Day 603 – 24 October, 2016
A reasonable halfway point between Lake Bunyoni and Nairobi was Jinja, a small hamlet located directly on the Nile River not far from Lake Victoria, often sited as the source of the Nile. Because I had been more consumed with seeing gorillas than I had with any other activity on the overland tour, I had neglected to recognize the significance of a stop in Jinja. We arrived on a Monday afternoon, thoroughly jostled in the truck after two days drive from Bunyoni. After a rather long briefing from the camp management regarding available activities – rafting or kayaking on grade 5 rapids and lots of other water activities that promised to give us a good dose of parasites, all of which were outside my spending limit and interest level, – we decided as a group to board a Sunset Panoramic Cruise on the Nile (better known as a booze cruise).
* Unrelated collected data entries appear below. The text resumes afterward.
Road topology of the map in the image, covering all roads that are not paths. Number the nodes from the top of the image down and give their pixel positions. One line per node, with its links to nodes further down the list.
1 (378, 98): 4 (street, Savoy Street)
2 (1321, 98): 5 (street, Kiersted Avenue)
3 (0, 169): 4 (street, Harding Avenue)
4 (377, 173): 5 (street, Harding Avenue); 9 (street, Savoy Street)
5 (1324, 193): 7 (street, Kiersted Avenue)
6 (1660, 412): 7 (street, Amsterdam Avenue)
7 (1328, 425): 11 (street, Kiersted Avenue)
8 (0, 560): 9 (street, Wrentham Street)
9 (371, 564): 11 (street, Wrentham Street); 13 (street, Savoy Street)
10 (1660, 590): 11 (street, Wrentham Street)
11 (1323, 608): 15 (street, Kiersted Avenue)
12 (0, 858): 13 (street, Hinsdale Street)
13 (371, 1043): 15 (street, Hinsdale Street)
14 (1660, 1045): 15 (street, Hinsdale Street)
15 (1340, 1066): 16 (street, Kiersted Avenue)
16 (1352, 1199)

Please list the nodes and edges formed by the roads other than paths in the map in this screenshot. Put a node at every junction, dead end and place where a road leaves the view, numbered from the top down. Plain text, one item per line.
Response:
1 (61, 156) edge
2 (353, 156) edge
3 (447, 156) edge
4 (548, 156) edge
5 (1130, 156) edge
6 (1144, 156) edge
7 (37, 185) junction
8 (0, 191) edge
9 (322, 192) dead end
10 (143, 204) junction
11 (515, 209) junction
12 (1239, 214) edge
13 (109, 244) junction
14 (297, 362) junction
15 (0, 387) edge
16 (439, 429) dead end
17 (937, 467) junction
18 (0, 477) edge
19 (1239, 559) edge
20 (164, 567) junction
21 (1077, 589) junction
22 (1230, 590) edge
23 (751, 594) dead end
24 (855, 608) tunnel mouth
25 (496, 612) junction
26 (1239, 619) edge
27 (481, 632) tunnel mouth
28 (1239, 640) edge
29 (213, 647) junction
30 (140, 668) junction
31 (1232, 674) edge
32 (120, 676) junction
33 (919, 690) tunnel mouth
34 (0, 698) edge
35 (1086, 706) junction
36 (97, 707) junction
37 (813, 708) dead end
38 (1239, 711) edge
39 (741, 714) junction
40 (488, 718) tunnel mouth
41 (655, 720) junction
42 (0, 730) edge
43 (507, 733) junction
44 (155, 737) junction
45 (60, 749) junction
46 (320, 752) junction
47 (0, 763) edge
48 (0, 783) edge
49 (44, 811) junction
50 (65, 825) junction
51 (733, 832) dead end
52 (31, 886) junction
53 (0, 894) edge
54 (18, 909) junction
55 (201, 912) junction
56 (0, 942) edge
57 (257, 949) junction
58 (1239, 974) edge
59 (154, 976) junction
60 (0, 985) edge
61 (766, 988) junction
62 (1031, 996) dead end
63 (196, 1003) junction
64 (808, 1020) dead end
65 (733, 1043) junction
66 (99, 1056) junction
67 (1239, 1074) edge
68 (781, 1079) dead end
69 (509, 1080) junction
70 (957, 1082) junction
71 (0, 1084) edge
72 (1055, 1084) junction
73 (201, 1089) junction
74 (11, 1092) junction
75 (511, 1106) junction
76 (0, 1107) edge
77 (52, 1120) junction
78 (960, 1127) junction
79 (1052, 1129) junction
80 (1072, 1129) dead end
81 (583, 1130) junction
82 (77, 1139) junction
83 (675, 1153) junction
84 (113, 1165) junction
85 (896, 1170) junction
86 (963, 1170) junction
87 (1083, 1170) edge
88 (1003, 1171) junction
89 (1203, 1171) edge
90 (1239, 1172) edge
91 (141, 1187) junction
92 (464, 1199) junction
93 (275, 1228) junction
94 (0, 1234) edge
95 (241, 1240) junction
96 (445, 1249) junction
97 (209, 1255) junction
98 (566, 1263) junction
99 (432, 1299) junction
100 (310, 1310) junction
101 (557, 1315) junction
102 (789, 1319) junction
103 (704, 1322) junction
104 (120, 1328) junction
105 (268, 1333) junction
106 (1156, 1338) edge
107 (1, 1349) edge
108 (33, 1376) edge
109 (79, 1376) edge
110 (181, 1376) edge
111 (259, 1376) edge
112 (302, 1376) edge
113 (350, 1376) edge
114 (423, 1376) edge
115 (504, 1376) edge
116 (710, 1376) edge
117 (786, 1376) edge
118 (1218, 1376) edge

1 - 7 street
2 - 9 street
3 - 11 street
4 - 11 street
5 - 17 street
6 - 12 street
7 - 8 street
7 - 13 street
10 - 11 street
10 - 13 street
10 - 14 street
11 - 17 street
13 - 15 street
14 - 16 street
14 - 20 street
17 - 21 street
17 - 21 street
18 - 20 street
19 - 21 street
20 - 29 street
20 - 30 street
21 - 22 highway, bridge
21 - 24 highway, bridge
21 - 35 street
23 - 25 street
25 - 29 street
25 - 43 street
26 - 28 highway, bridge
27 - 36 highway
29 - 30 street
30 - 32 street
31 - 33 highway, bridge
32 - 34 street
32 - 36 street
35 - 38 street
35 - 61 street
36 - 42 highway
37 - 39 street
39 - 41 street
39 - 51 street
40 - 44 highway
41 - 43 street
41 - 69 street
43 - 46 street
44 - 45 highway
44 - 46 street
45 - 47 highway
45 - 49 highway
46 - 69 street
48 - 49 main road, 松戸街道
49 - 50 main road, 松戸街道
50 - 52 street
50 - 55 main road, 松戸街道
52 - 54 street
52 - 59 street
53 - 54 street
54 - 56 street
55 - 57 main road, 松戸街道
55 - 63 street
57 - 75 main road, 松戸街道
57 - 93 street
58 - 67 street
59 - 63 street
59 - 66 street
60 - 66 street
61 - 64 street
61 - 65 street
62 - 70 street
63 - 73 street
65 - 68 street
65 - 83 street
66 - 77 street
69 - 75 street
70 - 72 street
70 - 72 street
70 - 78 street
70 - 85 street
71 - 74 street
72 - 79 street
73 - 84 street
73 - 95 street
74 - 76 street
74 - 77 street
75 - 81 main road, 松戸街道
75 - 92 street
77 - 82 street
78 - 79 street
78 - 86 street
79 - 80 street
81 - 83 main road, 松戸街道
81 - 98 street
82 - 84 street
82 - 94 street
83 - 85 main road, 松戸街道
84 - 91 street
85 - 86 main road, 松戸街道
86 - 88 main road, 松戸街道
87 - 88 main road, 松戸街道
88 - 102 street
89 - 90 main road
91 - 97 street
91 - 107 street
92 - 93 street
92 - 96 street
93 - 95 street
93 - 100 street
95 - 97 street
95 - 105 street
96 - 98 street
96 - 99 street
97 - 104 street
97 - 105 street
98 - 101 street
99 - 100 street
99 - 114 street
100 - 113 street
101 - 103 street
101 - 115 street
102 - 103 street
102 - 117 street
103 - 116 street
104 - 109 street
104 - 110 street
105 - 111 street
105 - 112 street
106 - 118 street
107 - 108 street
The cruise was due to depart at 5pm and would last until 7pm so once we were all dressed up as much as a campsite in Africa would allow, several naive souls and a few professional booze cruisers boarded the double decker boat. Now I have been on a booze cruise a few times in my life, but it’s been awhile so when I carried a water bottle and ordered a beer to start, I was ridiculed for not playing my cards right, an amateur error. Obviously, the goal is to get your money’s worth and at $45USD in Uganda, you would have to drink about 90 beers in two hours to recover your expense. The much more economical way to approach a booze cruise is to drink straight liquor in the form of gin shots. Everyone knows that! Wait….GIN shots?! Instigated by Larissa and one other who doesn’t want her mother to find out (wink!) rounds of shots flew around the deck. Photo and video evidence of the night shows shots turned into pretty horrendous dance moves turned into a treacherous crawl back up the stairs from the boat to the camp turned into synchronized vomiting turned into limbs hanging out of tents after the occupants had collapsed. Only a couple of stubborn cruisers who declined the shots escaped unscathed, but fortunately, the only true victims of the night were James’ camera and the bushes that had James-shaped imprints up the entire walkway.
Needless to say, the following day that was meant to put us all out on the water immersed in adventure sports left many of us nursing solid hangovers lounging around camp chairs or sleeping in the grass. By early afternoon, the tide was beginning to turn and some life finally started pulsing back into our sorry bunch. Jodie, Joel, and I were still a little skeptical of the parasites we had been warned against, but decided stand-up paddle boarding seemed like a good cheap-ish way to get on the water without getting in it. Schistosomiasis, also known as bilharzia or snail fever, is a disease caused by parasitic flatworms that can infect the urinary tract or intestines of unsuspecting victims when they come in to contact with fresh water that has been contaminated with the parasites. Early symptoms include abdominal pain, diarrhea, and blood in urine, but long term effects can be liver damage, kidney failure, and death. Seeing as the parasite exists in every body of fresh water on the entire continent of Africa (except for Lake Bunyoni) and up to 210 million people can be infected in up to one year, I couldn’t summon the courage to jump in. The SUPs were extremely solid, yet I couldn’t help but cringe if I felt the murky Nile water splash my legs or toes. So many dams have been built that the river is virtually useless for transport, but that left it free of motor traffic and the current was subtle. We paddled to the other side to greet the bird life and monitor lizards who otherwise seemed relatively undisturbed by human development. From this vantage point, possible to see other campsites downriver where people were swimming with rope swings and slides, it seems the residents of sleepy Jinja are happy to use the dam to their full advantage and encourage tourists to get wet.
The next day, with an interest in interacting more closely with the community and fully recovered from the big night out, 11 of us signed up for a community school project. I think our hope was to spend time with some local children playing games, but after a long drive to a rural community, we were handed paintbrushes and no doubt leaded paint to freshen up the classroom while the children were at recess. Curious and shy faces watched us from the doorway before being shooed away by the coordinator. We painted two adjoining classrooms in a poorly ventilated room in relatively short order before we were directed to additionally paint a storage room with absolutely no ventilation and crammed full with old furniture and an average junk pile. It was impossible to negotiate the junk with a paint brush when you can’t breathe and there are ten other people trying to do the same. I aborted the mission when a massive fumes headache threatened to lay me flat on the ground. Painting completed we all sat outside trying to catch our breath as timid children, slowly at first and then suddenly we were surrounded, came closer to investigate the 11 strangers covered in oil-based paint. I think Larissa was the first to take a selfie, but as soon as the kids, aged from 5-8, saw their own faces reflected back on her screen, she was surrounded by more than she could possibly entertain on her own. The once reserved group became more bold, eager to take photos making goofy faces or hand gestures or wide grins. Over all too fast, we left those children in their stained or torn school uniforms, protecting their coveted school books under one bony arm while the other waved goodbye in big exaggerated enthusiasm. It is humbling to see those that have so little can be blessed with such a positive and happy attitude and an honest zest for life.